The task: Copy each line below exactly as it appears. Pictures are to be omitted.
++++++++++
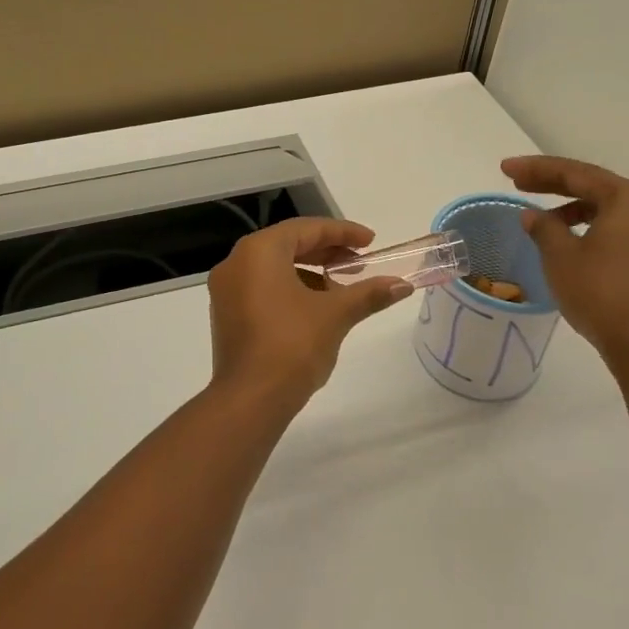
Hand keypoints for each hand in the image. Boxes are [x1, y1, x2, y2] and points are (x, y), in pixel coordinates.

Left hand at [207, 218, 412, 416]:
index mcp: (258, 251)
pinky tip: (315, 309)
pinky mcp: (226, 314)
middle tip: (359, 264)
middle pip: (288, 245)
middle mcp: (236, 262)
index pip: (306, 229)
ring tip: (341, 290)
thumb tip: (402, 285)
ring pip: (274, 268)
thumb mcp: (336, 314)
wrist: (250, 399)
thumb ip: (368, 293)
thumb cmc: (292, 345)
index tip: (371, 242)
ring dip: (309, 272)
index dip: (343, 232)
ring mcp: (226, 290)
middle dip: (327, 252)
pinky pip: (262, 288)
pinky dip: (289, 289)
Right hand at [501, 156, 628, 373]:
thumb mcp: (561, 257)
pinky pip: (620, 231)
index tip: (505, 169)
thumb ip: (544, 228)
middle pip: (595, 187)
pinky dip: (592, 229)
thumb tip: (533, 215)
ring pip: (609, 211)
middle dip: (554, 185)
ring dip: (573, 209)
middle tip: (518, 183)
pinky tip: (571, 243)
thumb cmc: (601, 293)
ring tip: (541, 220)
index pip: (575, 173)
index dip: (536, 169)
++++++++++
Answer to this exercise:
Hand keypoints for each hand in the image. Boxes are [x1, y1, x2, y2] and points are (x, y), in pixel coordinates.

Left hand at [207, 218, 412, 416]:
index mcp: (258, 251)
pinky tip: (315, 309)
pinky mcp: (226, 314)
middle tip: (359, 264)
middle pip: (288, 245)
middle mcp: (236, 262)
index pip: (306, 229)
ring tip: (341, 290)
thumb tip: (402, 285)
ring pip: (274, 268)
thumb mcp: (336, 314)
wrist: (250, 399)
thumb ip: (368, 293)
thumb cmc: (292, 345)
index tip: (371, 242)
ring dip: (309, 272)
index dip: (343, 232)
ring mcp: (226, 290)
middle dip: (327, 252)
pinky pip: (262, 288)
pinky dip: (289, 289)
Right hand at [501, 156, 628, 373]:
thumb mcp: (561, 257)
pinky pip: (620, 231)
index tip: (505, 169)
thumb ip: (544, 228)
middle pip: (595, 187)
pinky dip: (592, 229)
thumb tip: (533, 215)
ring pip: (609, 211)
middle dip: (554, 185)
ring dip: (573, 209)
middle tip: (518, 183)
pinky tip: (571, 243)
thumb cmc: (601, 293)
ring tip: (541, 220)
index pip: (575, 173)
index dip: (536, 169)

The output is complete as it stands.